L’ASL est née en juillet dernier à la frontière avec la Turquie, à l’initiative d’un colonel déserteur, Riad al-Assad. Fin septembre, elle a fusionné avec un autre groupe de déserteurs, le Mouvement des Officiers Libres, selon Ignace Leverrier. Elle grossit à chaque vague de désertions de soldats de l’armée régulière syrienne: en effet, ceux qui refusent de tirer sur la foule risquent la mort. L’ASL entend « travailler main dans la main avec le peuple en faveur de la liberté et de la dignité, renverser le régime, protéger la révolution et les ressources du pays, et se dresser contre la machine militaire irresponsable qui protège le régime », selon son texte fondateur. L’ASL, qui revendique quelque 17 000 « soldats libres », a annoncé avoir attaqué récemment le centre des services de renseignements aériens situé à l’entrée de Damas à la roquette et aux grenades RPG, faisant 34 morts.

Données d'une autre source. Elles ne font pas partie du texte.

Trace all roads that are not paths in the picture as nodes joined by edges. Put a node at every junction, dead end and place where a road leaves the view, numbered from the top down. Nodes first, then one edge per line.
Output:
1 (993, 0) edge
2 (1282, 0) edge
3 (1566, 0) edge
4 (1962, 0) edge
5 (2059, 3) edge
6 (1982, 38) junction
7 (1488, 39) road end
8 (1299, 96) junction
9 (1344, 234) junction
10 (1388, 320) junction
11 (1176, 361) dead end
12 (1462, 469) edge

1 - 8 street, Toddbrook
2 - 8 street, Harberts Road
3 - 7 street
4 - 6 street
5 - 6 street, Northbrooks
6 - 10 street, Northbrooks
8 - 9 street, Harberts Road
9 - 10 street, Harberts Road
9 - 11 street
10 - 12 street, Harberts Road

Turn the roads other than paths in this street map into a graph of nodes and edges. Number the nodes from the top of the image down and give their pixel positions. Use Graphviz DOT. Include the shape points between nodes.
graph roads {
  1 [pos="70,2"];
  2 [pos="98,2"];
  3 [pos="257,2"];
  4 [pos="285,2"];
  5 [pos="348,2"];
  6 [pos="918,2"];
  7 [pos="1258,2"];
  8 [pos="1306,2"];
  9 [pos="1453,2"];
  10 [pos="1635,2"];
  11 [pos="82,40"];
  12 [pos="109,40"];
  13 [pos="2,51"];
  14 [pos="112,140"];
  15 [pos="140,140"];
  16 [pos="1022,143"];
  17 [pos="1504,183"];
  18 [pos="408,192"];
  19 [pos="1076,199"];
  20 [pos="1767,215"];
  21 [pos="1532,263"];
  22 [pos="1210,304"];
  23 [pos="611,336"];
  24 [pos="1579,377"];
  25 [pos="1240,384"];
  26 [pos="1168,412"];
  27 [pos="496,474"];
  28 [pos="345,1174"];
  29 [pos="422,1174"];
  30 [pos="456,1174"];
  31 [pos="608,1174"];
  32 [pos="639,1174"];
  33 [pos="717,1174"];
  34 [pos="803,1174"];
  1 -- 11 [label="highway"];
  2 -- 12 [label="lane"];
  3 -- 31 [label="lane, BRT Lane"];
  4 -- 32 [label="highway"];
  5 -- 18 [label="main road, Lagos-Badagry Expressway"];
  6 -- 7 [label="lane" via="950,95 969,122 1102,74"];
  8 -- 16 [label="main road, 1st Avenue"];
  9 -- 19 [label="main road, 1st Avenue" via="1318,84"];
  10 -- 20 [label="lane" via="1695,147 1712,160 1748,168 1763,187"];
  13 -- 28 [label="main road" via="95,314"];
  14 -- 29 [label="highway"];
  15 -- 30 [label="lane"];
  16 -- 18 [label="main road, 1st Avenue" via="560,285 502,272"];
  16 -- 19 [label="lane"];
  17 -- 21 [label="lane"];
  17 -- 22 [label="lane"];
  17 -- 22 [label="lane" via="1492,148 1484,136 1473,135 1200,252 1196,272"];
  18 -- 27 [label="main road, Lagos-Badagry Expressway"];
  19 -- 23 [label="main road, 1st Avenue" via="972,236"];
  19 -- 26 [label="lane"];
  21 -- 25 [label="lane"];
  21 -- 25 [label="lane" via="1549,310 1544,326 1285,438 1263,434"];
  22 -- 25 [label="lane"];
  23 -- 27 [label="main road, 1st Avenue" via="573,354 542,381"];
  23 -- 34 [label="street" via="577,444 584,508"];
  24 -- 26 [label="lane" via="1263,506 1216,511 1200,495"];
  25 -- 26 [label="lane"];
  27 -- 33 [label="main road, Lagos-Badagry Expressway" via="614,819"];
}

« Pour l’instant, on ne peut pas parler d’armée », nuance le général à la retraite Akil Hachem interrogé parChristophe Ayad du Monde. « Ce sont des groupes de soldats qui se rallient à une bannière. Mais ils n’ont ni commandement, ni communications, ni armes lourdes. Dans ces conditions, ils ne peuvent pas représenter une menace pour le régime », explique-t-il. « Pour que le régime commence à être menacé, il faudrait qu’un commandant de division se retourne avec tous hommes « .

L’ASL affirme soutenir « le Conseil national syrien et sa vision politique », mais de son côté, le président du CNS, Burhane Ghalioun a appelé mercredi l’ASL à ne pas mener « d’actions offensives contre » l’armée régulière.

Les opposants historiques

Les personnalités historiques, tels Michel Kilo, Haytham al-Manna, Ryad Seif, Ryad Turk, ont été les acteurs d’un « Printemps de Damas », mouvement réformateur rapidement étouffé en 2000, lorsque Bachar el-Assad a succédé à son père. Ces opposants « bénéficient du respect de la population au-delà du cercle restreint des militants de leurs partis » explique Ignace Leverrier. Ils gardent une certaine distance avec les mouvements d’opposition, à l’exception de Ryad Turk, 81 ans, qui a apporté son soutien au CNS le mois dernier.

Les bannis du régime

Deux anciens proches du régime ont tenté récemment de revenir sur le devant de la scène, mais ne disposent d’aucune assise.Rifaat Al-Assad, le frère de Hafez-el Assad, exilé depuis 1984, prône la création d’une alliance internationale qui négocierait la démission de Bachar al-Assad en échange de garanties pour sa sécurité et permettrait de le remplacer… par un membre de sa famille. Longtemps membre du sérail, il est accusé d’avoir lancé ses troupes en 1982 à l’assaut de Hama (nord). La répression contre les Frères musulmans avait fait entre 10 000 à 25 000 morts selon Amnesty International.

Abdel Halim Khaddam, 79 ans, ancien vice-président, a participé pendant 35 ans à la construction du système autoritaire Assad qu’il n’a quitté qu’en 2005. Ces deux anciens apparatchiks n’ont aucune crédibilité, mais leurs récentes prises de position sont « le signe qu’ils ont compris que Bachar al-Assad est fini », analyse Ziad Majed, professeur à l’Université américaine de Paris.